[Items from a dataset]
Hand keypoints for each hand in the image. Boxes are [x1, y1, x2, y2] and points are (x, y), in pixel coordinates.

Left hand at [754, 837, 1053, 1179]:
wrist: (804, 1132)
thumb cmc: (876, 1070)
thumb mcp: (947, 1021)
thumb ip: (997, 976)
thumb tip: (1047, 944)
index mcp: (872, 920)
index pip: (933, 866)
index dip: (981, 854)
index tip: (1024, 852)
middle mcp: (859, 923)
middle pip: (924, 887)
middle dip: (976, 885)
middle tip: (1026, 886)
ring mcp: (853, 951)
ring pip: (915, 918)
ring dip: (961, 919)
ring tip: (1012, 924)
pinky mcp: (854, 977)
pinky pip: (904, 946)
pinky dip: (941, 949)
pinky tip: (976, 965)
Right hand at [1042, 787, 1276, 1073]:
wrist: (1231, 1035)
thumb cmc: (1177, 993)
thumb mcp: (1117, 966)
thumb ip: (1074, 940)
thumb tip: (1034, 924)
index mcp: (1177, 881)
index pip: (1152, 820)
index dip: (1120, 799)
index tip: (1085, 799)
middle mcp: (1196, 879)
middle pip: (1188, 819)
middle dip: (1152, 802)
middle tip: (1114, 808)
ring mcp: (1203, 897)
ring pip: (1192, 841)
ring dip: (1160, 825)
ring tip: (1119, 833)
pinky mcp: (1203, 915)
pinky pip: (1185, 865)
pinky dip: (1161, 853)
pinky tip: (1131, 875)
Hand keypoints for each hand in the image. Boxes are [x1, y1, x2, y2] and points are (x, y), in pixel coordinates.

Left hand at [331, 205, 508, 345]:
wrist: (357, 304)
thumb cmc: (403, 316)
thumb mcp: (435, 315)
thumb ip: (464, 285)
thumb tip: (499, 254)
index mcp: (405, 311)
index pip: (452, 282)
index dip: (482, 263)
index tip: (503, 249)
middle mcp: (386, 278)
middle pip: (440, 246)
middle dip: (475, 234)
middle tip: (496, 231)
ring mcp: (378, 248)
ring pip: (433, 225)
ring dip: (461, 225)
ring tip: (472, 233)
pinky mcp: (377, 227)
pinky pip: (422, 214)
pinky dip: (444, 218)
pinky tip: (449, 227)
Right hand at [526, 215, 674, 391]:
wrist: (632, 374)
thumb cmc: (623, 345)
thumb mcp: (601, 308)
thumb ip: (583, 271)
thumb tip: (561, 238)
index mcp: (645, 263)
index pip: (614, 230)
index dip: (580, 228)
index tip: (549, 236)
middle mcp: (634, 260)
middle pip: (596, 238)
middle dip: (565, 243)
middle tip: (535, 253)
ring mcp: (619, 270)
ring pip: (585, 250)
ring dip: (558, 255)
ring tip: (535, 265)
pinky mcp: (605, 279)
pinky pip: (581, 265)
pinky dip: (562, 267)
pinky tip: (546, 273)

---

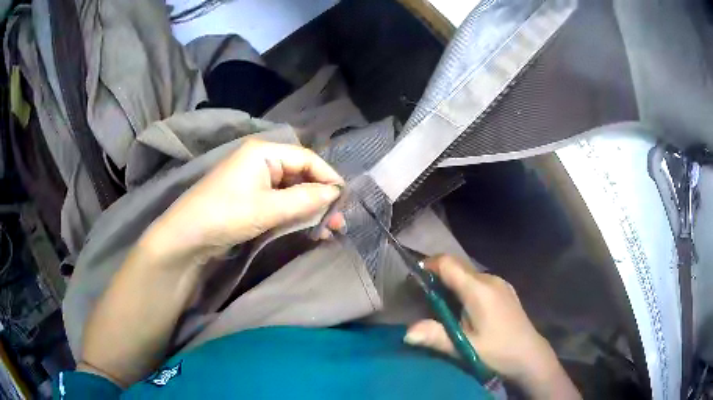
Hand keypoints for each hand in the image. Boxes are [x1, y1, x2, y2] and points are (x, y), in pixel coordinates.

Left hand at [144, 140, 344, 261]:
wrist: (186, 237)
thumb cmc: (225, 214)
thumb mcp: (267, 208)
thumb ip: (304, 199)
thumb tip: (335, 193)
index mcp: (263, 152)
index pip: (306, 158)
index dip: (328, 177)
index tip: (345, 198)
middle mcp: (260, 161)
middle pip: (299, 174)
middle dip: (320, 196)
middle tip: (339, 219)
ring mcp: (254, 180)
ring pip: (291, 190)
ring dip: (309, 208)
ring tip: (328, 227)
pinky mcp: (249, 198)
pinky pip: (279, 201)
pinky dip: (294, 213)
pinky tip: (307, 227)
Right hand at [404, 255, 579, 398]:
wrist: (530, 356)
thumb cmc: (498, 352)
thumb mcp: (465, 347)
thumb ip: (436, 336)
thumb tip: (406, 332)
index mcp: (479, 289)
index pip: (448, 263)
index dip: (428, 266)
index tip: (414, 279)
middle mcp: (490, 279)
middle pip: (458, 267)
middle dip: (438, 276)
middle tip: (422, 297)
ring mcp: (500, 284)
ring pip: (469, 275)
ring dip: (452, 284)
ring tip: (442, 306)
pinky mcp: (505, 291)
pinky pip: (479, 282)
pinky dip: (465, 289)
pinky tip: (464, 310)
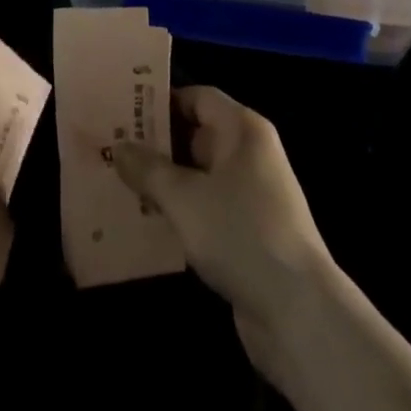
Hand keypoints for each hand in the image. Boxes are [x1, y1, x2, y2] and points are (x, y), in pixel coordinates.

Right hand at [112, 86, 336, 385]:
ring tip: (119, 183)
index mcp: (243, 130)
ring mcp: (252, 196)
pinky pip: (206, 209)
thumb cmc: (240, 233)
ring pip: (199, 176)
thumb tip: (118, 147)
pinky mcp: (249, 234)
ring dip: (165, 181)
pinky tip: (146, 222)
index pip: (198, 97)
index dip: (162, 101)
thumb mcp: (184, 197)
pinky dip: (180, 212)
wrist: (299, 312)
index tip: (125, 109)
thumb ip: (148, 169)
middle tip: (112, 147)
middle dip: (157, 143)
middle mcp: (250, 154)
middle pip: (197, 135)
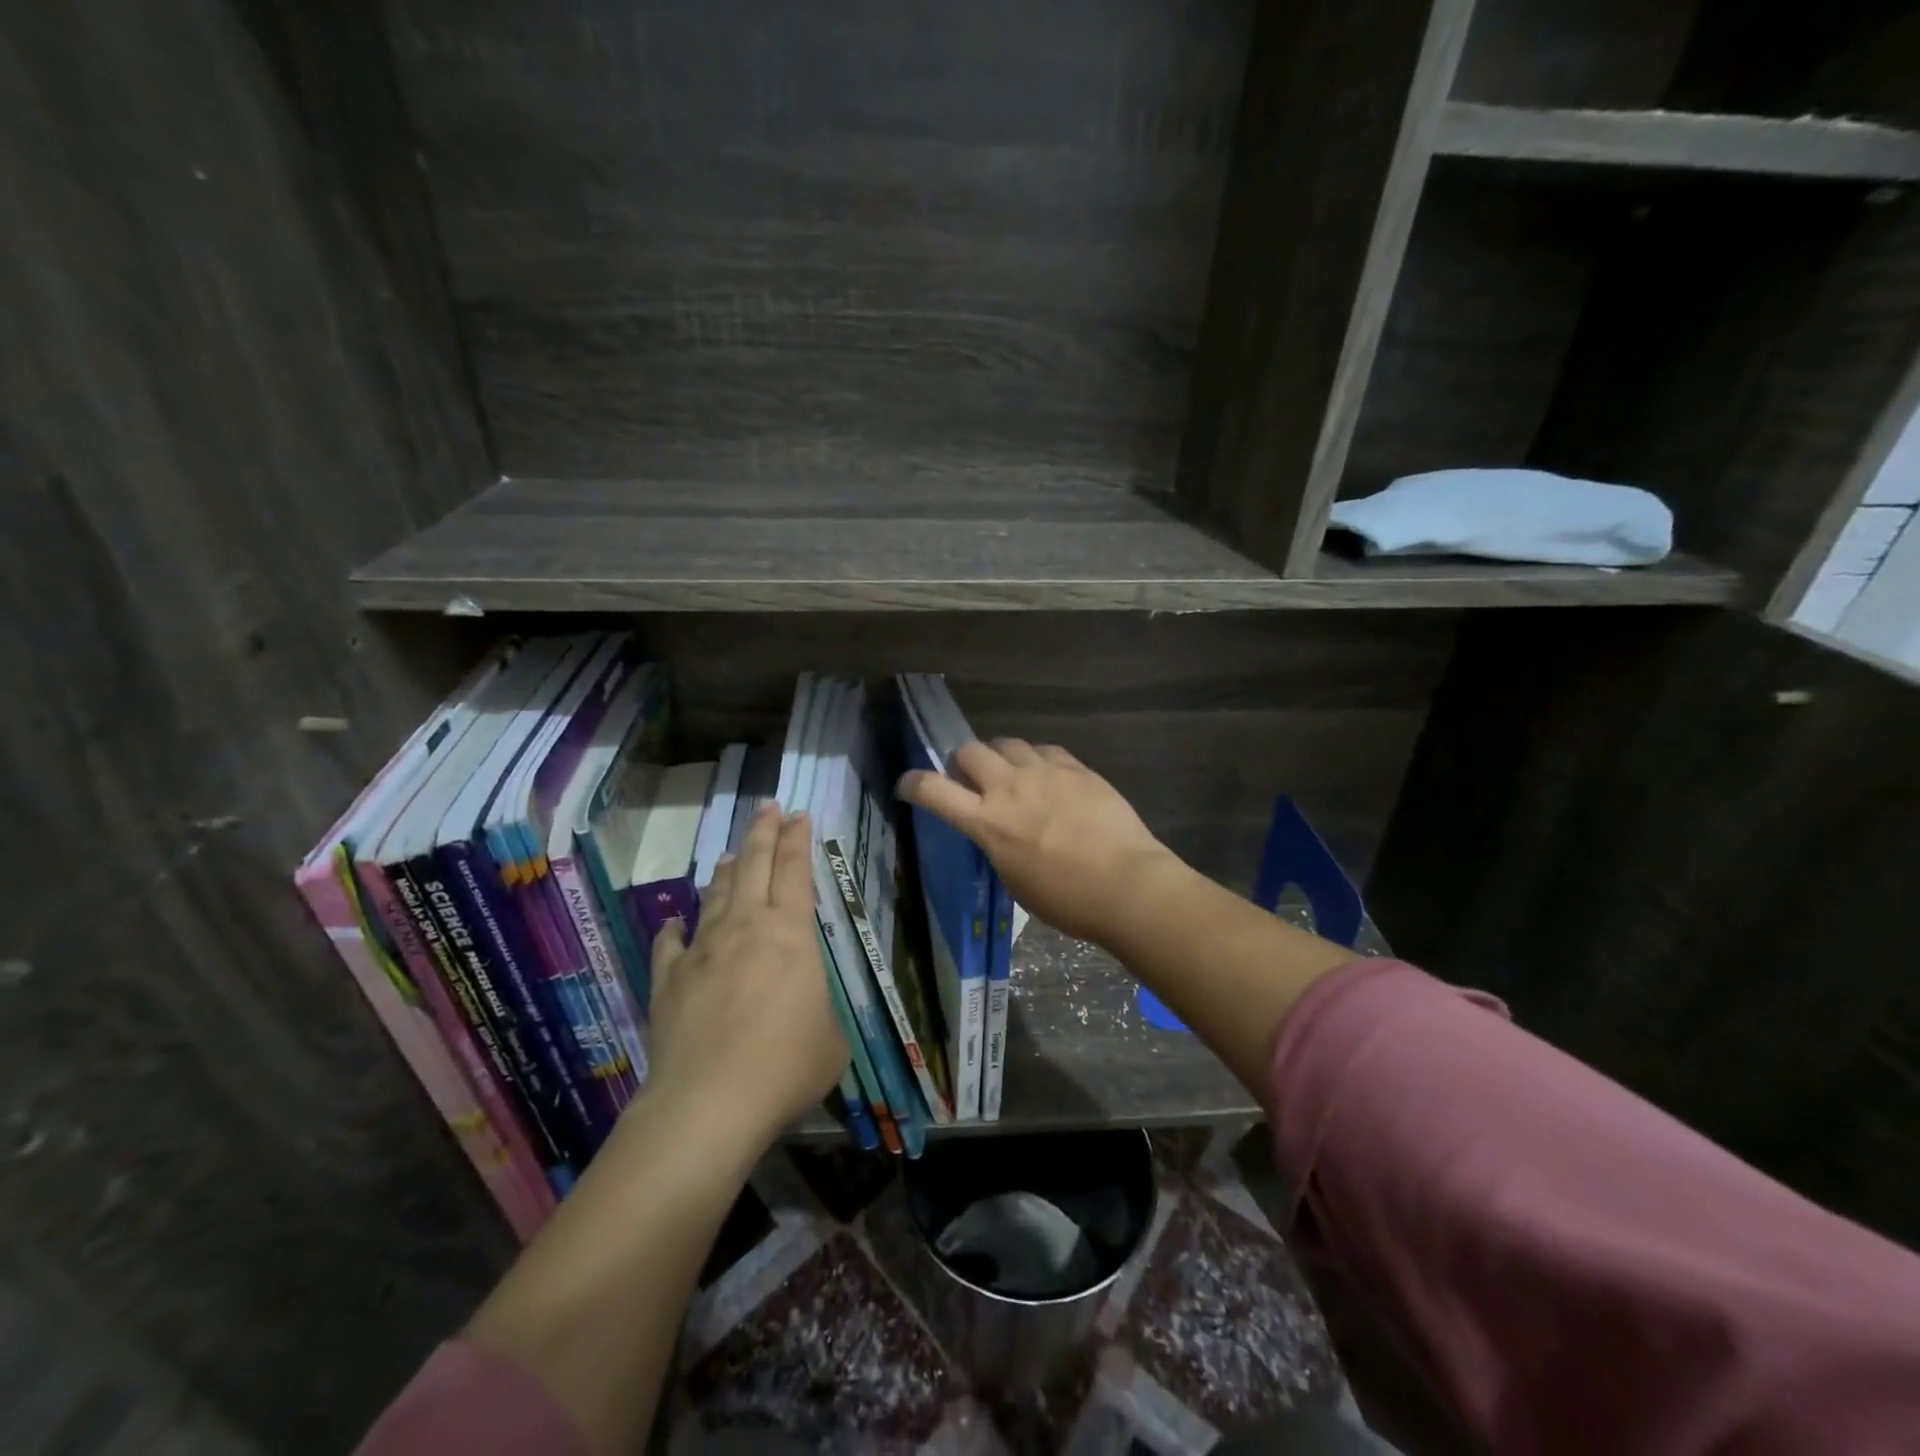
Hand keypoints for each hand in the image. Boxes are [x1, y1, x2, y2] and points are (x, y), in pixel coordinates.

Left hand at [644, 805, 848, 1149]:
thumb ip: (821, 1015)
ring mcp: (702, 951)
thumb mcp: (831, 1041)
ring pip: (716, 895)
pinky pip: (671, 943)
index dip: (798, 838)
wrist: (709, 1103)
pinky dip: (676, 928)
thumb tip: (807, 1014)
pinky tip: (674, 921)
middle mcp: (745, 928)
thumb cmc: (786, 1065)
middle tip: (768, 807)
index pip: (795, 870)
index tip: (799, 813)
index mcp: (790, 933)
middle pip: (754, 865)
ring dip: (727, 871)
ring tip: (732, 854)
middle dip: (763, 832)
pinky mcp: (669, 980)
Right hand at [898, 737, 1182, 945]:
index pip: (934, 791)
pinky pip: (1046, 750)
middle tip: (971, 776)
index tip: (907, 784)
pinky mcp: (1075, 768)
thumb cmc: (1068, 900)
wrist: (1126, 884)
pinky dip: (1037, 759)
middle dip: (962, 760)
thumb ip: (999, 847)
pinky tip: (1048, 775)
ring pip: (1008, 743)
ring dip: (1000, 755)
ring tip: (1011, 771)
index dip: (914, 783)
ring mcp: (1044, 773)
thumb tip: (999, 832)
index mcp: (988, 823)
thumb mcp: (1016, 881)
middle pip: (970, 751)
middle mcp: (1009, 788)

* * *

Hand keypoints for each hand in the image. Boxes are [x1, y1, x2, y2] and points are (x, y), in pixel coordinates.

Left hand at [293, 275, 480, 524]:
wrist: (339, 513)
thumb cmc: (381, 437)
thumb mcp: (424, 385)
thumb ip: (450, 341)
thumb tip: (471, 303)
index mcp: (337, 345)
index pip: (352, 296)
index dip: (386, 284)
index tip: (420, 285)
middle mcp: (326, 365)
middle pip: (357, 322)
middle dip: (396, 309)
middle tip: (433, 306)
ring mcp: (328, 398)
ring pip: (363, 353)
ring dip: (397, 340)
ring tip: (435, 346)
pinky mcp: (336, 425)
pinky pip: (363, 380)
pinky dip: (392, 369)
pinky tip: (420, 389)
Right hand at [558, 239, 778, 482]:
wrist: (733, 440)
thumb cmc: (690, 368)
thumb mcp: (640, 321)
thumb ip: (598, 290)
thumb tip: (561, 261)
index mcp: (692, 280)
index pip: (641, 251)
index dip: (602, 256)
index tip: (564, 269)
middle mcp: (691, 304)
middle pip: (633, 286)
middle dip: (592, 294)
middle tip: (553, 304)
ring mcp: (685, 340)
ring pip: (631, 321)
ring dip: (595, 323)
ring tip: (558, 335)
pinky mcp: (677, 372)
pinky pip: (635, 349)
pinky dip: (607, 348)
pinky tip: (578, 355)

▸ **Your objective**: The line holding "index dip: (162, 101)" starts the copy and the line holding "pinky dip: (1037, 759)" ends it. Repeat those two lines above and all between them exactly, leaving out pictures.

▸ **Solution below**:
index dip: (162, 101)
thumb mcp: (184, 197)
pinky dip: (180, 212)
wrist: (299, 312)
index tip: (125, 109)
thumb ip: (148, 169)
middle tip: (112, 147)
middle dip: (157, 143)
middle mcp: (250, 154)
middle pip: (197, 135)
Hand keypoints for each hand in the image. Boxes are [x1, y1, x2, y2] and points are (x, y), in pixel coordinates.

Left hand at [644, 805, 848, 1149]:
thumb ip: (821, 1015)
ring mcp: (702, 951)
thumb mcp: (831, 1041)
ring pip: (716, 895)
pinky pip: (671, 943)
index dip: (798, 838)
wrist: (709, 1103)
pinky dip: (676, 928)
thumb tip: (807, 1014)
pinky tip: (674, 921)
middle mcp: (745, 928)
thumb cmc: (786, 1065)
middle tip: (768, 807)
index pip: (795, 870)
index tip: (799, 813)
index mcp: (790, 933)
middle pip: (754, 865)
ring dip: (727, 871)
ring tip: (732, 854)
middle dip: (763, 832)
pinky mcp: (669, 980)
Right hand at [898, 737, 1182, 945]:
index pip: (934, 791)
pinky pip: (1046, 750)
middle tip: (971, 776)
index tip: (907, 784)
pinky mcp: (1075, 768)
thumb cmc: (1068, 900)
wrist: (1126, 884)
pinky dip: (1037, 759)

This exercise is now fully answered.